L’accent affectueux et triste de cette voix rassura complétement le comte.

— Je ne crains rien, dit-il ; si j’avais eu peur d’une embûche, serais-je venu ?

— Écoutez, les moments sont précieux, je ne puis disposer que de quelques instants à peine.

— J’écoute.

— Vous avec des ennemis puissans, un surtout a juré votre perte. Prenez garde ! vous n’avez pas voulu servir ses projets et vous faire un agent de désordre, afin de l’aider à atteindre le but qu’il ambitionne, cet homme a résolu votre mort.

— Je méprise les menaces de cet homme, je le connais.

— Peut-être, je ne nomme personne ; du reste, il n’est pas seul contre vous ; si vous voulez déjouer les projets de vos ennemis, agissez avec vigueur, surtout soyez prudent, la trahison est partout au Mexique, on la respire dans l’air, ne vous confiez qu’à des hommes longtemps éprouvés ; vous avez des traîtres jusque parmi ceux qui vous approchent le plus près.

— Mais que veulent mes ennemis ?

— Vous perdre, vous dis-je, parce que vous avez refusé de vous faire leur complice.

— Oh ! je me vengerai.

— Prenez garde ! surtout ne restez pas plus longtemps ici, vos ennemis agissent dans l’ombre d’autant plus sûrement qu’ils vous savent éloigné. Rejoignez vos compagnons.
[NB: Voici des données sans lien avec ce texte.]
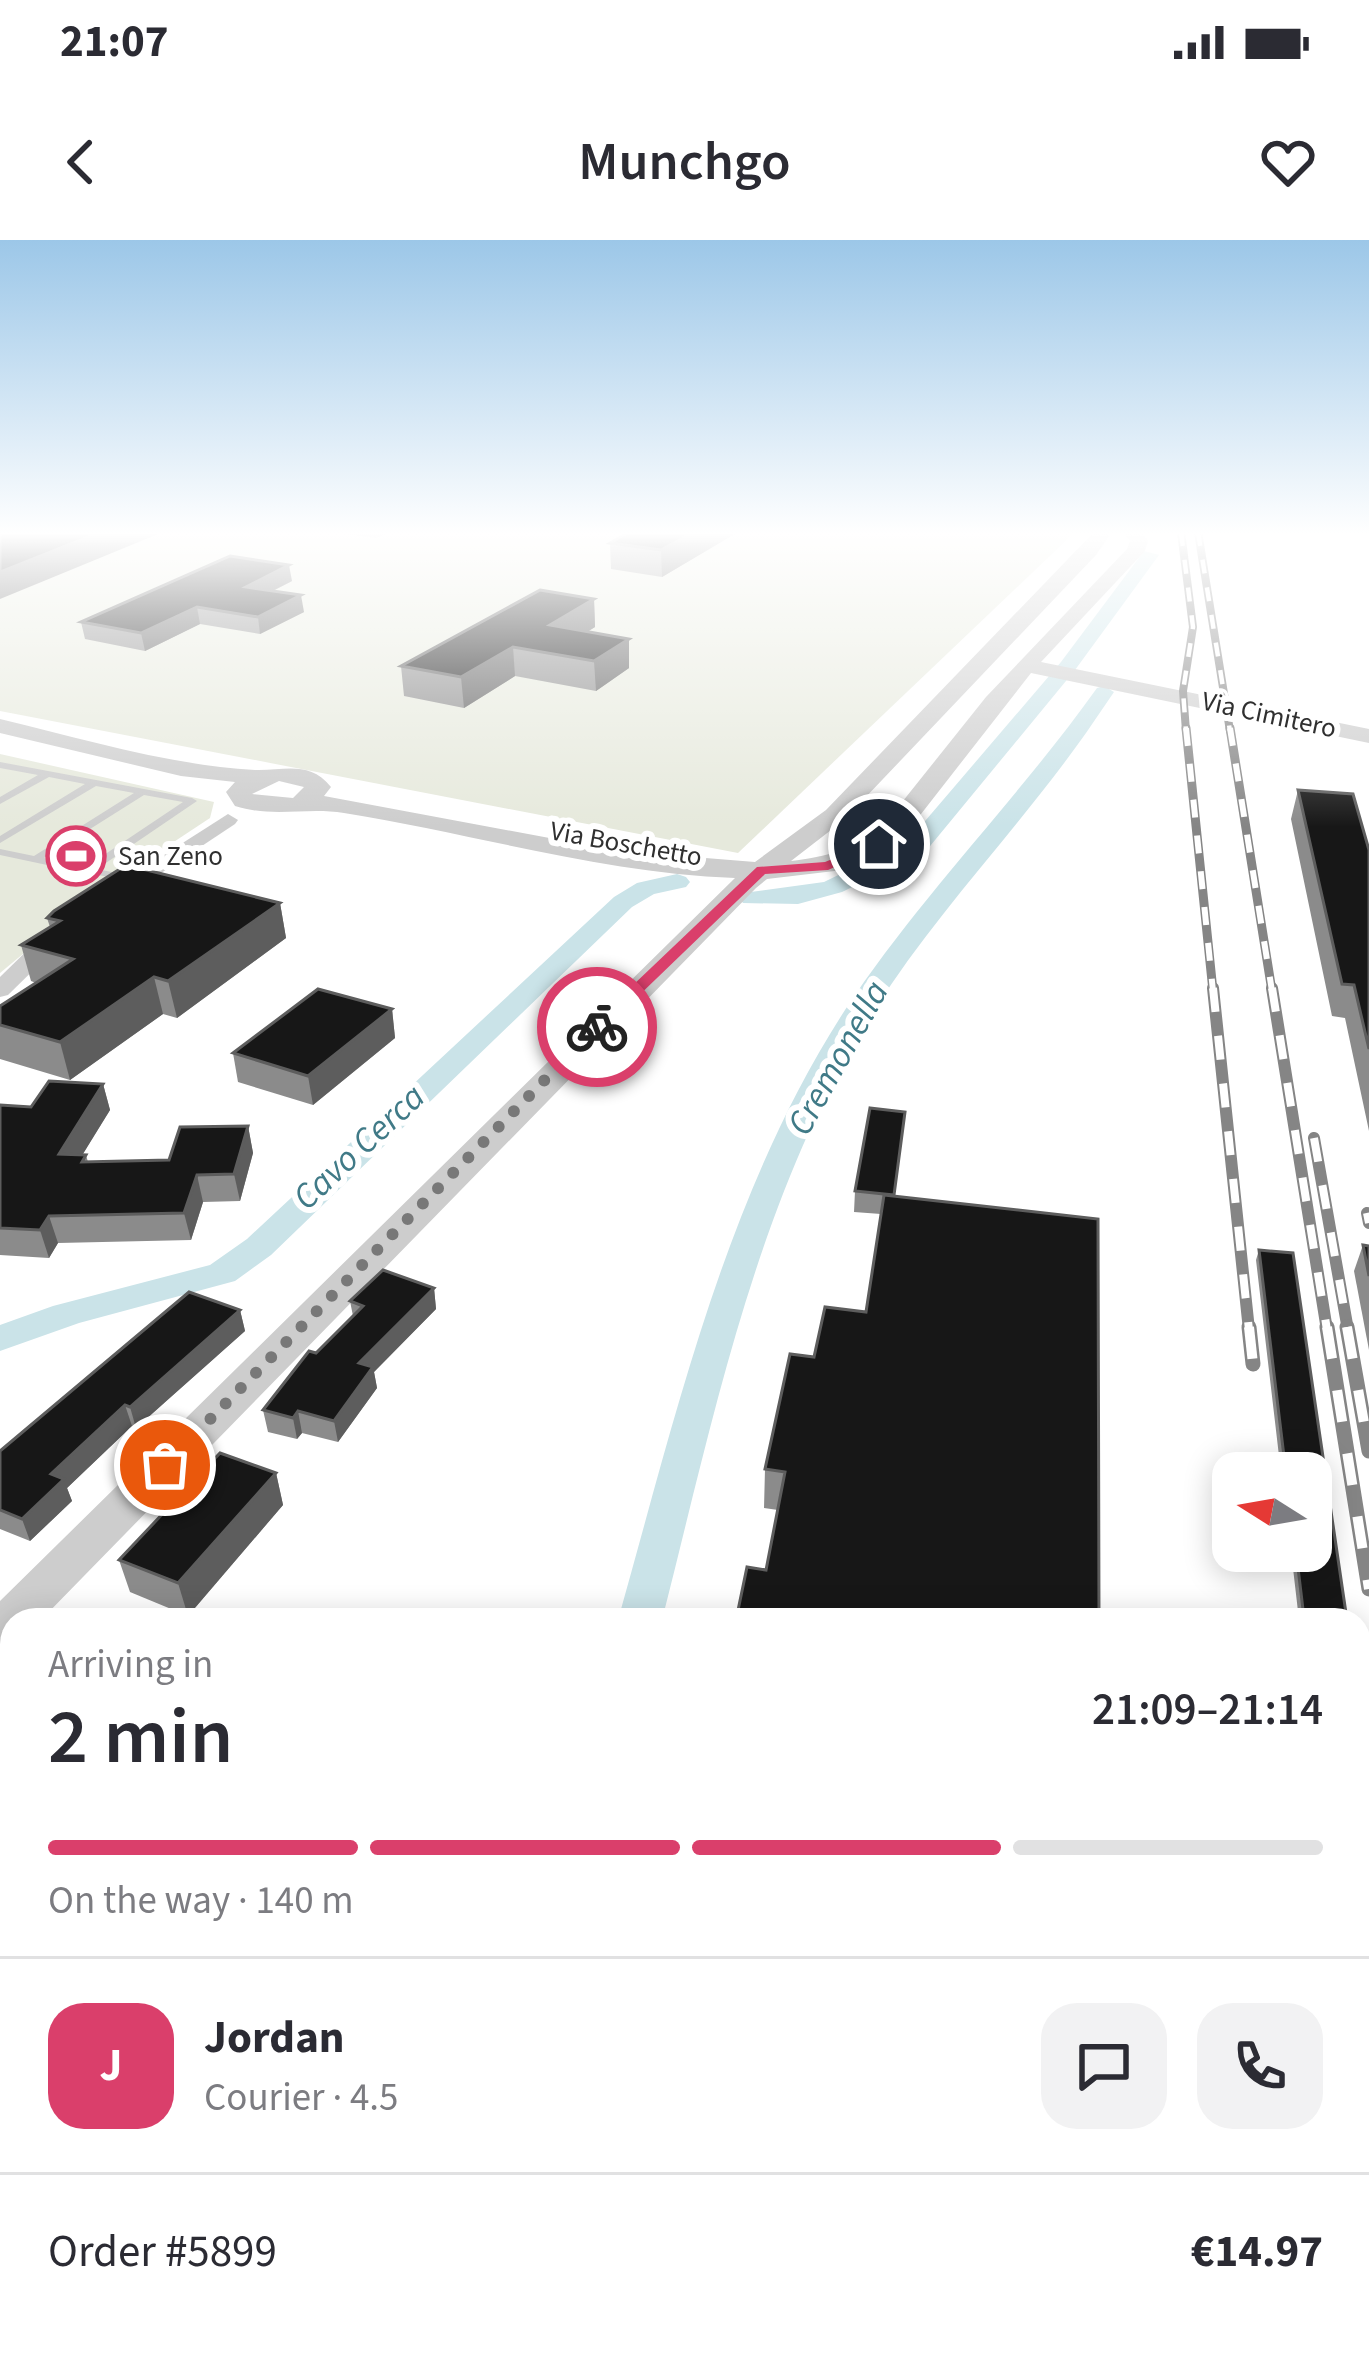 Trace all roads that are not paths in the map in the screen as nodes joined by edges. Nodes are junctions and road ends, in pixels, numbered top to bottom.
1 (1013, 631) edge
2 (1060, 631) edge
3 (1027, 666) junction
4 (0, 726) edge
5 (1369, 736) edge
6 (0, 737) edge
7 (0, 765) edge
8 (46, 774) junction
9 (262, 778) junction
10 (92, 784) junction
11 (142, 792) junction
12 (300, 797) junction
13 (0, 801) edge
14 (237, 806) junction
15 (0, 840) edge
16 (0, 852) edge
17 (34, 860) junction
18 (762, 870) junction
19 (85, 872) junction
20 (136, 879) junction
21 (103, 901) edge
22 (70, 926) edge
23 (0, 990) edge
24 (23, 1608) edge

1 - 18 street
2 - 3 street
3 - 5 street, Via Cimitero
3 - 18 street
4 - 9 street, Via Boschetto
6 - 14 street
7 - 8 lane
8 - 10 lane
8 - 13 lane
9 - 12 street, Via Boschetto
9 - 14 street
10 - 11 lane
10 - 15 lane
11 - 17 lane
11 - 19 lane
12 - 14 street
12 - 18 street, Via Boschetto
14 - 20 street
16 - 17 lane
17 - 19 lane
18 - 24 street
19 - 20 lane
20 - 21 street
22 - 23 street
— C’est ce que je ferai cette nuit même.

— Oui ; mettez-vous tout de suite en route pour les mines ; si vous pouvez les atteindre avant que vos ennemis soient complétement en mesure de lever le masque, vous êtes sauvé.
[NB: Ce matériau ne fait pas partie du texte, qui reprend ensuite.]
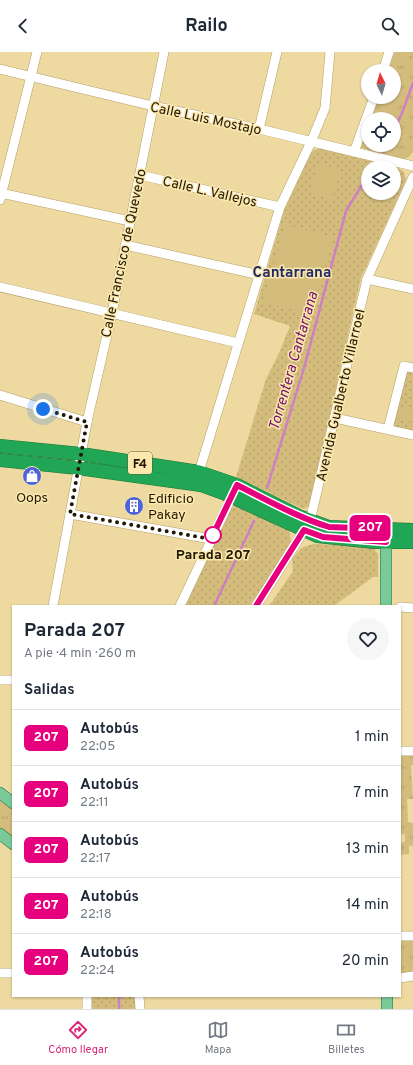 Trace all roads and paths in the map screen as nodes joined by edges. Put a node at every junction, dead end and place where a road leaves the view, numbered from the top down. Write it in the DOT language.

— Merci de ce conseil, je le suivrai.

— Maintenant, adieu.

— Adieu ? fit le comte avec un accent de regret.

— Nous ne devons pas nous rencontrer.

— Comment ! après le service signalé que vous me rendez en ce moment…
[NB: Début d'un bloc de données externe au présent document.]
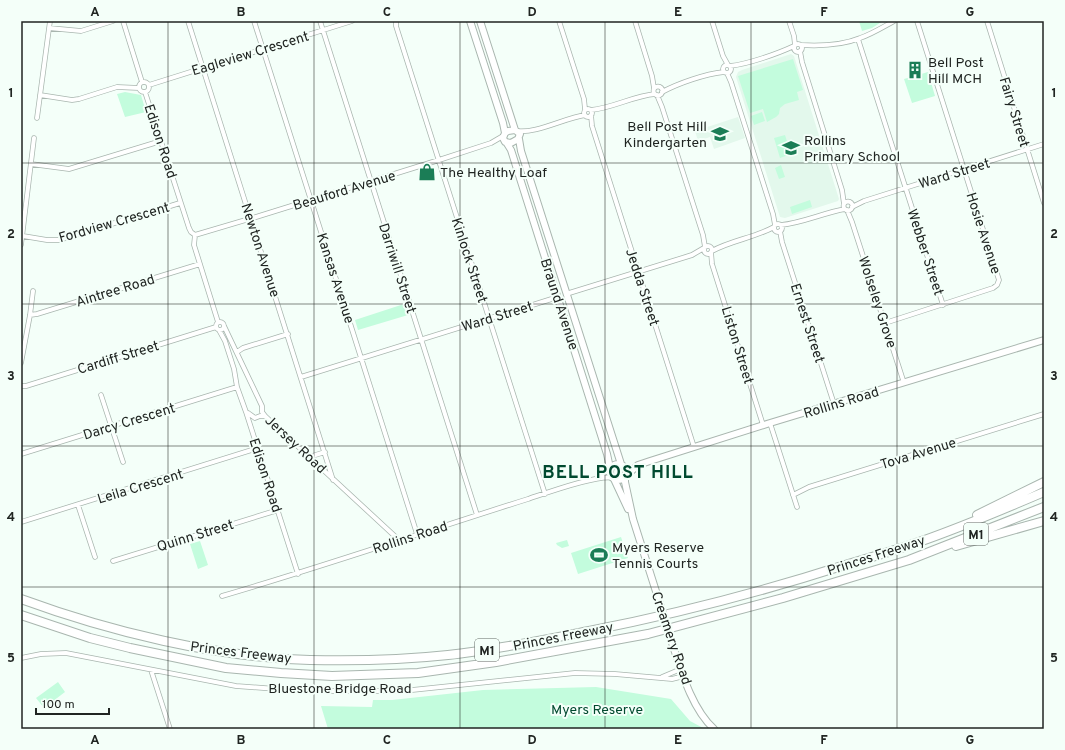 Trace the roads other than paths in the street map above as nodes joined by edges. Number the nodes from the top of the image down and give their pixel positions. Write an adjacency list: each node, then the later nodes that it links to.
1 (50, 21): 18 (street)
2 (113, 21): 18 (street)
3 (123, 21): 25 (street)
4 (188, 21): 23 (street, Newton Avenue)
5 (254, 21): 22 (street, Kansas Avenue)
6 (320, 21): 19 (street, Darriwill Street)
7 (352, 21): 19 (street, Eagleview Crescent)
8 (394, 21): 43 (street, Kinlock Street)
9 (470, 21): 35 (street)
10 (480, 21): 33 (street)
11 (559, 21): 31 (street, Jedda Street)
12 (635, 21): 28 (street, Liston Street)
13 (712, 21): 24 (street, Ernest Street)
14 (789, 21): 21 (street, Wolseley Grove)
15 (894, 21): 20 (street)
16 (917, 21): 45 (street, Hosie Avenue)
17 (987, 21): 42 (street, Fairy Street)
18 (49, 28): 30 (street)
19 (323, 30): 22 (street, Eagleview Crescent); 46 (street, Darriwill Street)
20 (858, 39): 21 (street); 47 (street, Webber Street)
21 (797, 48): 24 (street); 51 (street, Wolseley Grove)
22 (263, 49): 23 (street, Eagleview Crescent); 48 (street, Kansas Avenue)
23 (203, 68): 26 (street, Eagleview Crescent); 52 (street, Newton Avenue)
24 (727, 69): 28 (street); 53 (street, Ernest Street)
25 (142, 82): 26 (street); 27 (street)
26 (149, 85): 29 (street)
27 (139, 88): 29 (street); 30 (street)
28 (658, 91): 31 (street); 57 (street, Liston Street)
29 (145, 92): 38 (street, Edison Road)
30 (40, 95): 32 (street)
31 (588, 112): 34 (street); 59 (street, Jedda Street)
32 (37, 118)
33 (516, 130): 34 (street); 35 (street); 37 (street)
34 (529, 131): 37 (street)
35 (504, 134): 39 (street); 40 (street, Beauford Avenue)
36 (34, 138): 44 (street)
37 (519, 139): 39 (street); 61 (street, Braund Avenue)
38 (161, 141): 44 (street); 49 (street, Edison Road)
39 (506, 142): 40 (street, Beauford Avenue); 62 (street, Braund Avenue)
40 (491, 143): 43 (street, Beauford Avenue)
41 (1044, 144): 42 (street, Ward Street)
42 (1027, 150): 45 (street, Ward Street); 50 (street, Fairy Street)
43 (439, 160): 46 (street, Beauford Avenue); 65 (street, Kinlock Street)
44 (32, 164): 55 (street)
45 (964, 170): 47 (street, Ward Street); 63 (street, Hosie Avenue)
46 (371, 181): 48 (street, Beauford Avenue); 71 (street, Darriwill Street)
47 (906, 188): 51 (street, Ward Street); 63 (street, Webber Street)
48 (311, 200): 52 (street, Beauford Avenue); 74 (street, Kansas Avenue)
49 (180, 203): 54 (street, Edison Road); 55 (street, Fordview Crescent)
50 (1044, 203)
51 (848, 206): 53 (street, Ward Street); 67 (street, Wolseley Grove)
52 (251, 218): 54 (street, Beauford Avenue); 70 (street, Newton Avenue)
53 (778, 228): 57 (street, Ward Street); 81 (street, Ernest Street)
54 (195, 235): 58 (street, Edison Road)
55 (23, 236): 56 (street)
56 (21, 245)
57 (708, 250): 59 (street, Ward Street); 86 (street, Liston Street)
58 (200, 264): 64 (street, Aintree Road); 66 (street, Edison Road)
59 (638, 272): 61 (street, Ward Street); 89 (street, Jedda Street)
60 (33, 291): 64 (street)
61 (566, 294): 62 (street, Ward Street); 95 (street, Braund Avenue)
62 (558, 297): 65 (street, Ward Street); 97 (street, Braund Avenue)
63 (943, 305): 67 (street)
64 (30, 315): 75 (street)
65 (488, 318): 71 (street, Ward Street); 104 (street, Kinlock Street)
66 (218, 322): 68 (street); 69 (street)
67 (884, 323): 77 (street, Wolseley Grove)
68 (224, 326): 69 (street); 73 (street, Jersey Road)
69 (217, 328): 78 (street, Cardiff Street); 79 (street, Edison Road)
70 (288, 334): 73 (street); 76 (street, Newton Avenue)
71 (421, 340): 74 (street, Ward Street); 110 (street, Darriwill Street)
72 (1044, 340): 77 (street, Rollins Road)
73 (237, 352): 84 (street, Jersey Road)
74 (361, 358): 76 (street, Ward Street); 115 (street, Kansas Avenue)
75 (21, 363)
76 (302, 377): 91 (street, Newton Avenue)
77 (904, 383): 81 (street, Rollins Road)
78 (21, 386)
79 (237, 387): 82 (street, Edison Road); 87 (street, Darcy Crescent)
80 (101, 395): 87 (street)
81 (834, 404): 86 (street, Rollins Road)
82 (246, 412): 85 (street); 88 (street, Edison Road)
83 (1044, 414): 105 (street, Tova Avenue)
84 (262, 415): 85 (street); 93 (street, Jersey Road)
85 (255, 418): 88 (street)
86 (766, 424): 89 (street, Rollins Road); 105 (street, Liston Street)
87 (111, 426): 92 (street, Darcy Crescent); 94 (street)
88 (251, 427): 90 (street, Edison Road)
89 (694, 447): 96 (street, Rollins Road)
90 (258, 448): 106 (street, Leila Crescent); 109 (street, Edison Road)
91 (325, 452): 93 (street); 101 (street, Newton Avenue)
92 (21, 454)
93 (309, 457): 101 (street, Jersey Road)
94 (123, 462)
95 (622, 464): 96 (street, Rollins Road); 97 (street); 98 (street)
96 (638, 465): 98 (street, Rollins Road)
97 (610, 468): 99 (street, Rollins Road); 100 (street)
98 (626, 476): 100 (street); 111 (street, Creamery Road)
99 (598, 478): 100 (street, Rollins Road); 104 (street, Rollins Road)
100 (614, 479): 111 (street, Creamery Road)
101 (334, 480): 116 (street, Jersey Road)
102 (1044, 482): 114 (highway)
103 (1044, 492): 114 (highway, Princes Freeway / M1)
104 (544, 494): 110 (street, Rollins Road)
105 (793, 495): 107 (street, Liston Street)
106 (78, 505): 113 (street, Leila Crescent); 117 (street)
107 (797, 507)
108 (1044, 507): 118 (highway, Princes Freeway / M1)
109 (278, 510): 119 (street, Quinn Street); 120 (street, Edison Road)
110 (477, 515): 115 (street, Rollins Road)
111 (633, 519): 125 (street, Creamery Road, bridge)
112 (1044, 521): 118 (highway)
113 (21, 522)
114 (945, 532): 122 (highway, Princes Freeway / M1)
115 (417, 534): 116 (street, Rollins Road)
116 (399, 540): 120 (street, Rollins Road)
117 (95, 557)
118 (909, 560): 123 (highway, Princes Freeway / M1)
119 (113, 561)
120 (298, 574): 121 (street, Rollins Road)
121 (222, 596)
122 (21, 600)
123 (21, 615)
124 (21, 658): 126 (street, Bluestone Bridge Road)
125 (681, 669): 127 (street, Creamery Road); 128 (street, Bluestone Bridge Road)
126 (151, 670): 128 (street, Bluestone Bridge Road); 129 (street)
127 (684, 676): 128 (street, Bluestone Bridge Road); 130 (street, Creamery Road)
128 (662, 677)
129 (170, 729)
130 (714, 729)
— Il le faut, tout nous sépare.

— Dites-moi un mot seulement.

— Lequel ?

— D’où provient l’intérêt que vous daignez me témoigner.

— Connaît-on jamais le mobile des actions des femmes ?

— Oh ! vous me raillez, señora, c’est mal.

L’inconnue soupira.

— Non, don Luis, reprit-elle, je ne vous raille pas. Qu’avez-vous besoin de me connaître ? Qu’il vous suffise de savoir que je veille sur vous ; n’en cherchez pas le motif.

— C’est, au contraire, ce motif que je désire savoir.

— Si je vous disais que je vous aime, me croiriez-vous, don Luis ? répondit-elle avec tristesse.

— Oh ! fit-il avec émotion, je vous plaindrais, madame, de vous attacher à un malheureux tel que moi, dont la vie n’a été qu’une longue douleur.

— Ignorez-vous donc que, nous autres femmes, ce sont surtout les malheureux que nous aimons ? Notre mission sur la terre n’est-elle pas de consoler.

— Madame, je vous en supplie, ne me laissez pas vous quitter ainsi ; j’emporterais dans le cœur une douleur que rien ne pourrait guérir.

— J’ai eu tort de venir, murmura-t-elle tristement.

— Oh ! ne dites pas cela, madame, lorsque peut-être vous m’avez sauvé la vie.

— Adieu, don Luis, répondit-elle avec un accent d’ineffable douceur, il faut nous séparer. Quoi qu’il arrive, souvenez-vous que vous avez une amie dévouée, une sœur.

— Une sœur ! dit-il avec amertume ; soit, puisque telle est votre volonté, je n’insiste pas, madame.

— Prenez cette bague, puisque vous voulez absolument savoir qui je suis ; mon nom est gravé dessus ; seulement promettez-moi de ne pas lire ce nom avant trois jours.

— Je vous le jure, répondit-il en tendant la main dans l’ombre.

Une main saisit la sienne, la pressa doucement, y laissa une bague, puis il entendit un léger froufrou soyeux, la douce voix murmura une dernière fois le mot adieu.

Le comte entendit une porte se fermer et ce fut tout.

Au bout d’un instant la porte qui lui avait donné accès dans la maison se r’ouvrit.

Don Luis s’enveloppa dans son manteau et sortit en proie à une vive agitation. Il regagna sa demeure en toute hâte ; de loin il aperçut un homme arrêté devant sa maison.

Le comte, par un pressentiment secret dont il ne put se rendre compte, pressa le pas.

— Valentin ! s’écria-t-il tout à coup avec un geste d’étonnement.

— Oui, mon frère, répondit celui-ci ; heureusement j’ai rencontré don Cornelio. Ton cheval est prêt, ton escorte en selle, viens, partons.

— Comment ? Que se passe-t-il donc ? s’écria-t-il avec inquiétude.

— Partons ! partons ! en chemin, je te dirai tout.

Cinq minutes plus tard, les aventuriers s’éloignaient à toute bride sur la route du Pitic à Guaymas.